Thesis Gold Inc. (TAU:TSXV; THSGF:OTCQX; A3EP87:WKN) reported drill results from the 4,100 meter (4,100m) summer exploration program at its Lawyers property in British Columbia, reported Jonathan Guy, director of mining research, Hannam & Partners, in an Oct. 24 research note.
"These results suggest the potential for an expansion in scale of both the open pit and underground resource, currently standing at 4,700,000 ounces (4.7 Moz) on a gold equivalent basis, which should improve the production profile and make Thesis more attractive as a mergers and acquisitions target."
173% return noted
Hannam & Partners reiterated its CA$2.48 per share target price on the Canadian explorer, trading now at about CA$0.91 per share, noted Guy.
The difference between these figures implies a 173% return on investment.
"We expect the shares to be driven by ongoing exploration, especially from Ranch, with a prefeasibility study scheduled for completion in late 2025," wrote Guy.
Drill results favorable
The objectives of the recent campaign at Lawyers, targeting Cliff Creek and Dukes Ridge, were infilling, upgrading and expanding the resource in advance of the prefeasibility study.

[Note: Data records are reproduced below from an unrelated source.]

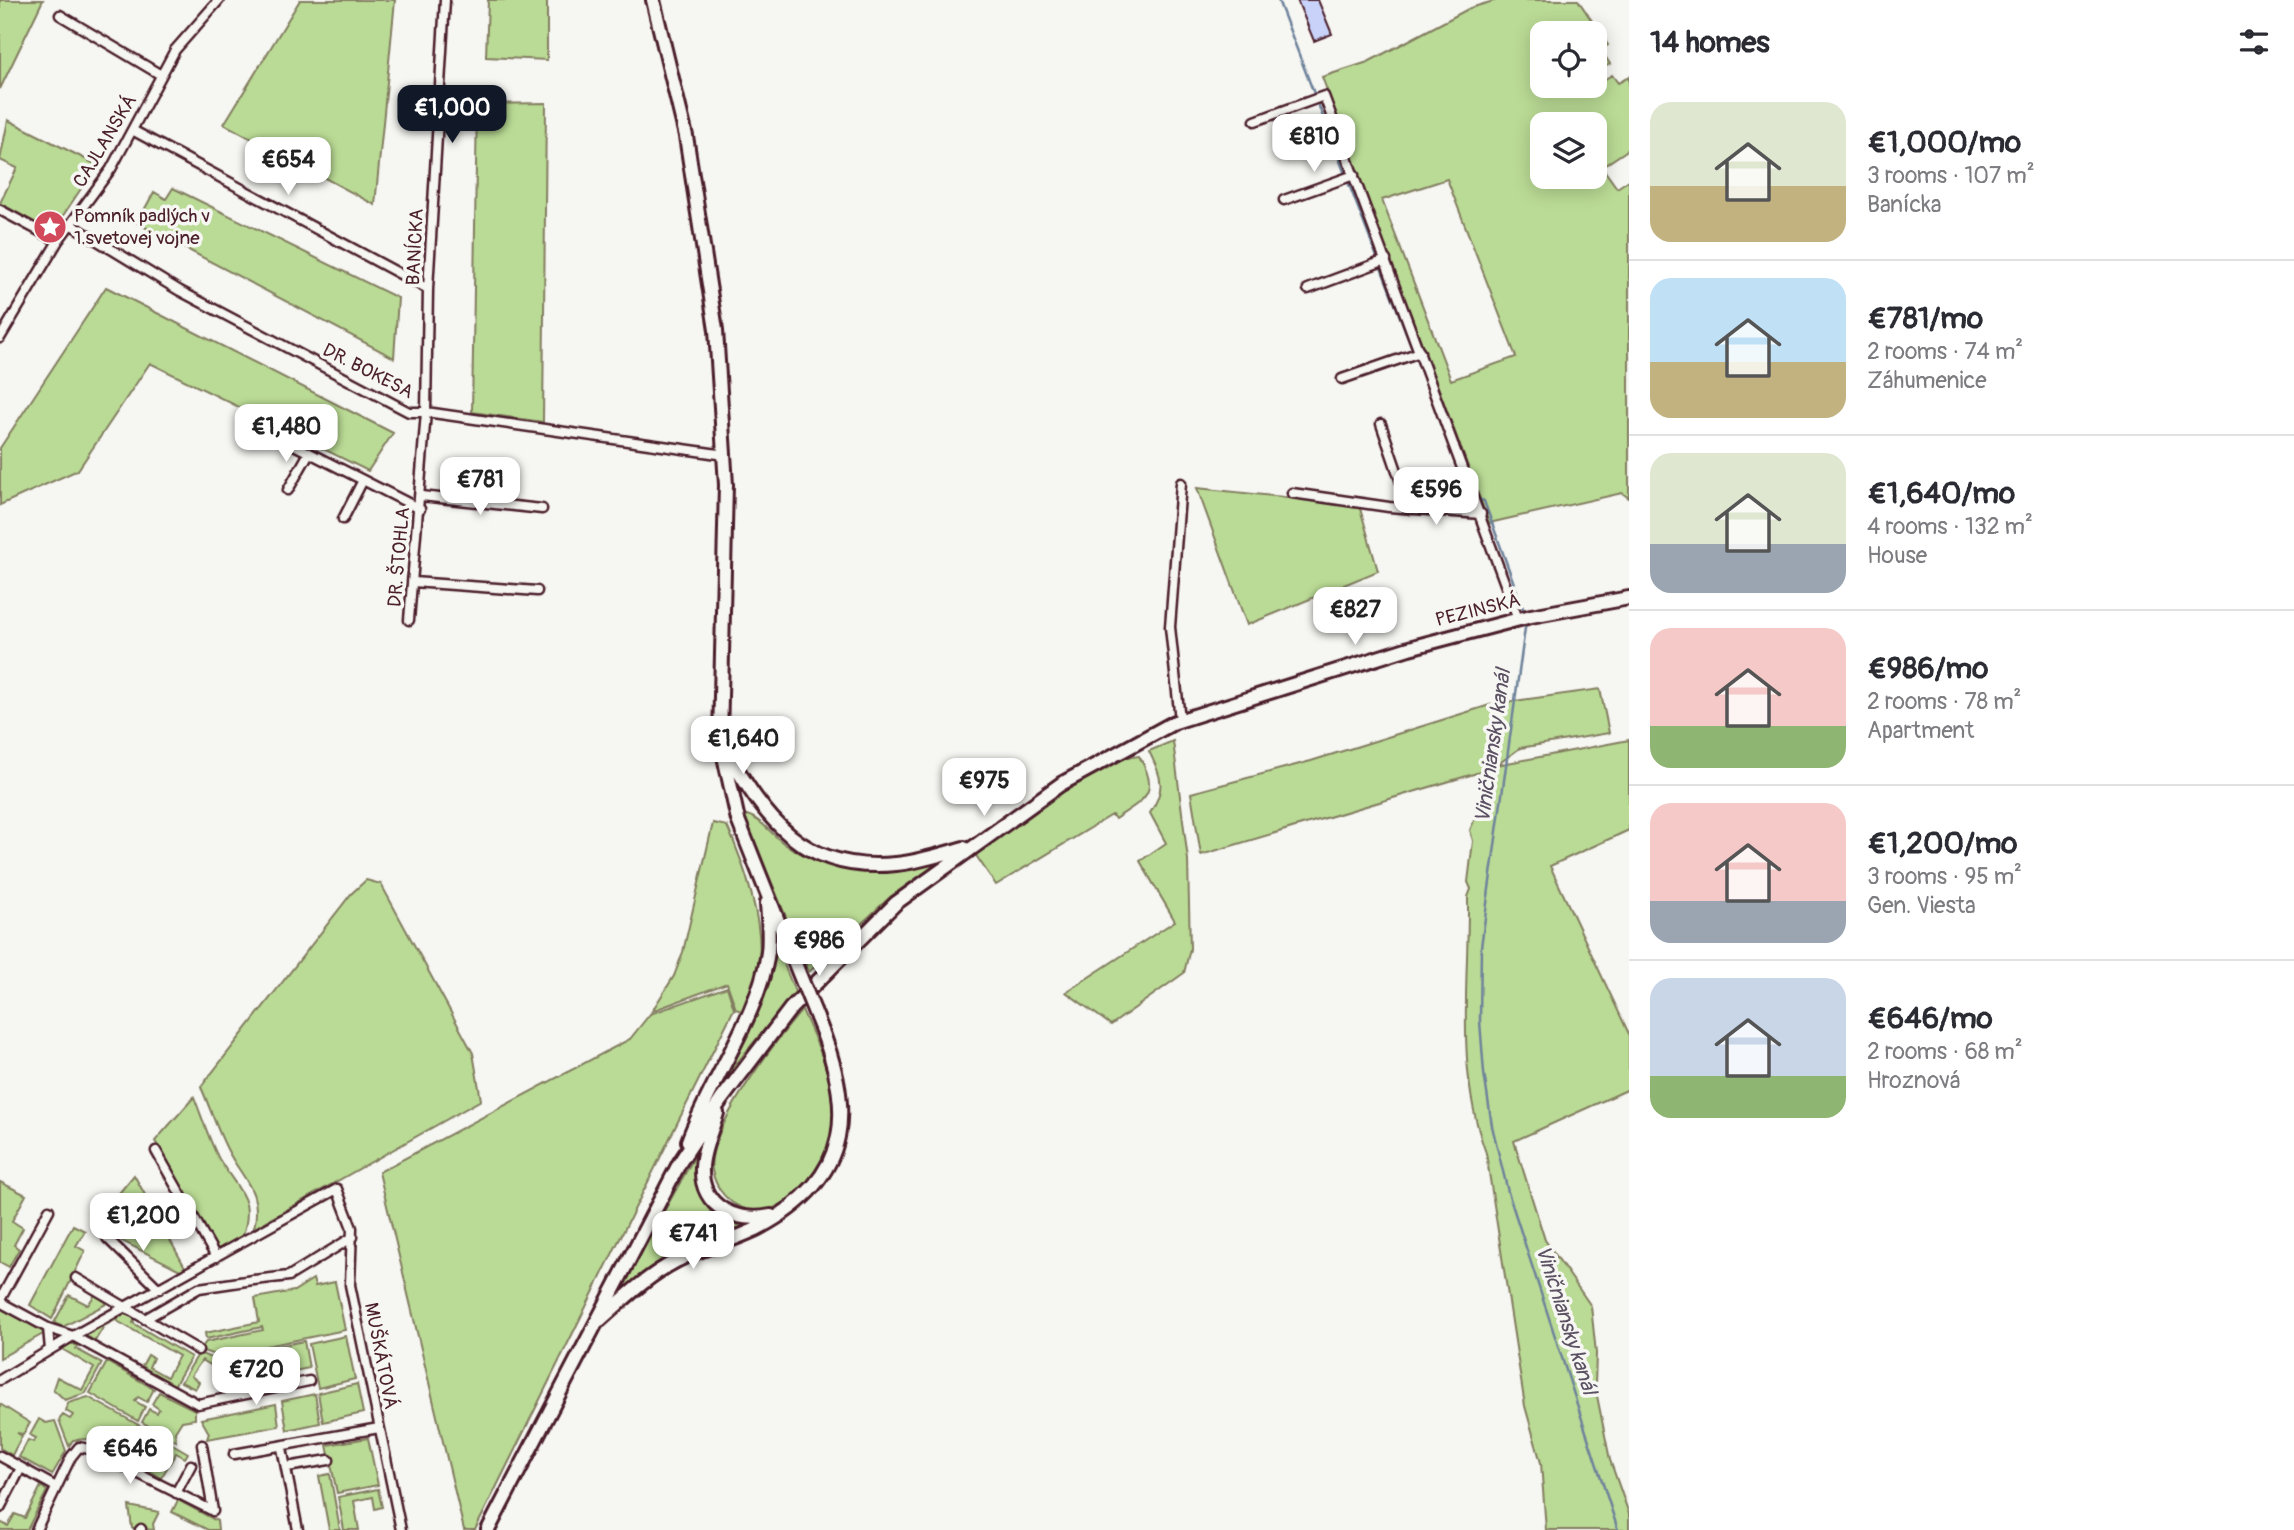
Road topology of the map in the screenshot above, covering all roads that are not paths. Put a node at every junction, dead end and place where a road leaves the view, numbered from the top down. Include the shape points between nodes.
1 (219, 0) edge
2 (445, 0) edge
3 (653, 0) edge
4 (60, 15) dead end
5 (161, 75) junction
6 (1255, 121) dead end
7 (134, 131) junction
8 (1354, 175) junction
9 (1284, 200) dead end
10 (0, 210) edge
11 (70, 224) junction
12 (58, 241) junction
13 (1386, 260) junction
14 (428, 289) junction
15 (1308, 289) dead end
16 (0, 338) edge
17 (1420, 352) junction
18 (1342, 379) dead end
19 (426, 412) junction
20 (1381, 425) dead end
21 (290, 443) dead end
22 (309, 453) junction
23 (725, 455) junction
24 (363, 480) junction
25 (1181, 482) dead end
26 (288, 490) dead end
27 (1292, 493) dead end
28 (421, 496) junction
29 (420, 509) junction
30 (542, 509) dead end
31 (1410, 509) junction
32 (1481, 514) junction
33 (343, 519) dead end
34 (413, 582) junction
35 (537, 591) dead end
36 (1629, 598) edge
37 (1524, 617) junction
38 (409, 620) dead end
39 (1180, 720) junction
40 (720, 738) junction
41 (975, 845) junction
42 (767, 896) junction
43 (721, 1100) junction
44 (156, 1152) dead end
45 (680, 1162) junction
46 (48, 1210) dead end
47 (785, 1212) junction
48 (107, 1237) dead end
49 (353, 1237) junction
50 (216, 1258) junction
51 (76, 1278) dead end
52 (159, 1289) junction
53 (0, 1301) edge
54 (126, 1308) junction
55 (145, 1319) junction
56 (595, 1325) junction
57 (48, 1328) junction
58 (73, 1336) junction
59 (50, 1350) junction
60 (198, 1350) dead end
61 (0, 1380) edge
62 (309, 1381) dead end
63 (379, 1428) junction
64 (202, 1445) dead end
65 (282, 1448) junction
66 (234, 1454) dead end
67 (0, 1456) edge
68 (329, 1460) dead end
69 (191, 1465) dead end
70 (287, 1467) junction
71 (21, 1468) junction
72 (56, 1487) junction
73 (176, 1493) junction
74 (0, 1508) edge
75 (36, 1530) edge
76 (298, 1530) edge
77 (401, 1530) edge
78 (488, 1530) edge

1 - 5 street, CAJLANSKÁ via 175,50
2 - 14 street, BANÍCKA
3 - 23 main road via 684,123 707,256
4 - 5 street
5 - 7 street, CAJLANSKÁ
6 - 8 street via 1324,96
7 - 11 street, CAJLANSKÁ
7 - 14 street
8 - 9 street
8 - 13 street
10 - 12 street
11 - 12 street, CAJLANSKÁ
11 - 19 street, DR. BOKESA via 180,290 409,412
12 - 16 street, CAJLANSKÁ
13 - 15 street
13 - 17 street
14 - 19 street, BANÍCKA
17 - 18 street
17 - 32 street
19 - 23 street, DR. BOKESA
19 - 28 street, BANÍCKA
20 - 31 street
21 - 22 street
22 - 24 street
22 - 26 street
23 - 40 main road
24 - 29 street
24 - 33 street
25 - 39 street via 1170,627
27 - 31 street
28 - 29 street, DR. ŠTOHLA
28 - 30 street
29 - 34 street, DR. ŠTOHLA
31 - 32 street
32 - 37 street
34 - 35 street
34 - 38 street, DR. ŠTOHLA
36 - 37 main road, PEZINSKÁ
37 - 39 main road, PEZINSKÁ via 1397,651
39 - 41 main road, PEZINSKÁ via 1061,784
40 - 41 main road via 765,813 785,834 819,853 849,862 894,864
40 - 42 main road via 735,811
41 - 43 main road, PEZINSKÁ via 896,903 844,952 791,1008
42 - 45 main road via 768,952 762,977 751,1008 701,1104
42 - 47 main road, bridge via 839,1082 840,1131 832,1157 821,1177
43 - 45 main road, PEZINSKÁ
43 - 47 main road via 702,1168 708,1192 720,1209 736,1218 759,1219
44 - 50 street
45 - 56 main road
46 - 53 street
47 - 56 main road via 759,1228 664,1268
48 - 52 street
49 - 50 street, MUŠKÁTOVÁ via 337,1189
49 - 55 street via 289,1276 199,1288
49 - 63 street, MUŠKÁTOVÁ via 350,1285
50 - 52 street
51 - 54 street
52 - 54 street
53 - 57 street
54 - 55 street
54 - 58 street
55 - 60 street
56 - 78 main road
57 - 58 street
57 - 59 street
58 - 59 street
58 - 62 street via 198,1404
59 - 61 street
63 - 65 street
63 - 77 street, MUŠKÁTOVÁ
64 - 73 street via 213,1511
65 - 66 street
65 - 70 street
67 - 71 street
68 - 70 street
69 - 73 street
70 - 76 street
71 - 72 street
71 - 74 street
72 - 73 street via 79,1447
72 - 75 street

Highlight intercepts from near-surface drilling, include:
- 22.62m of 1.16 grams per ton (1.16 g/t) gold and 47.08 g/t silver, from hole 24CCDD001
- 8m of 7.29 g/t gold and 327.75 g/t silver, from hole 24CCDD003
These results should enhance both the grade and scale of the open-pit component of the mining operation.
One standout intercept from deeper drilling was 4.89m of 3.82 g/t gold and 119.76 g/t silver, in hole 24CCDD005. Result of hole 24CCDD006 indicated the underground mineable resource could be expanded. Currently, the resource is 444,000 ounces of gold and 13.9 Moz of silver.
Work ongoing at Ranch
Thesis Gold has been conducting work at its Ranch property, too. This summer, it drilled 5,400m, testing targets identified over the past year. It also conducted geotechnical drilling and water monitoring. The company developed a test pit at Ranch to evaluate ground quality at the proposed waste storage site. It collected metallurgical samples to optimize the process flowsheet. Thesis continues its baseline environmental study of Ranch, now in the second year.
The current Ranch resource is 303,000 ounces (303 Koz) in the Measured & Indicated category and 378,000 (378 Koz) in the Inferred category, noted Guy. However, he believes the high-sulphidation epithermal system at Ranch hosts a deposit that is several times larger. Also, Thesis has staked new claims north of Ranch.
Project NAV of CA$1,307M
The preliminary economic assessment (PEA) of Lawyers Ranch, released in September, outlined an open-pit and underground operation producing 215 Koz per year on average, reported Guy. As for costs, for a 12,600 ton per day facility, initial capex is an CA$598 million (CA$598M), and sustaining capex is CA$547M. The average all-in sustaining cost is US$1,013 per ounce (US$1,013/oz), less than the most recent quarterly industry average, US$1,470 per ounce.
"We calculate a net asset value of CA$1,307M for Lawyers Ranch, using the PEA outputs, a US$1,470/oz gold price, a US$25/oz silver price and a 5% discount rate," Guy wrote.
Thesis Gold, in general, Guy purported, is a "highly attractive acquisition target," given its scalable resource, location in a low risk jurisdiction and good relations with area First Nations communities.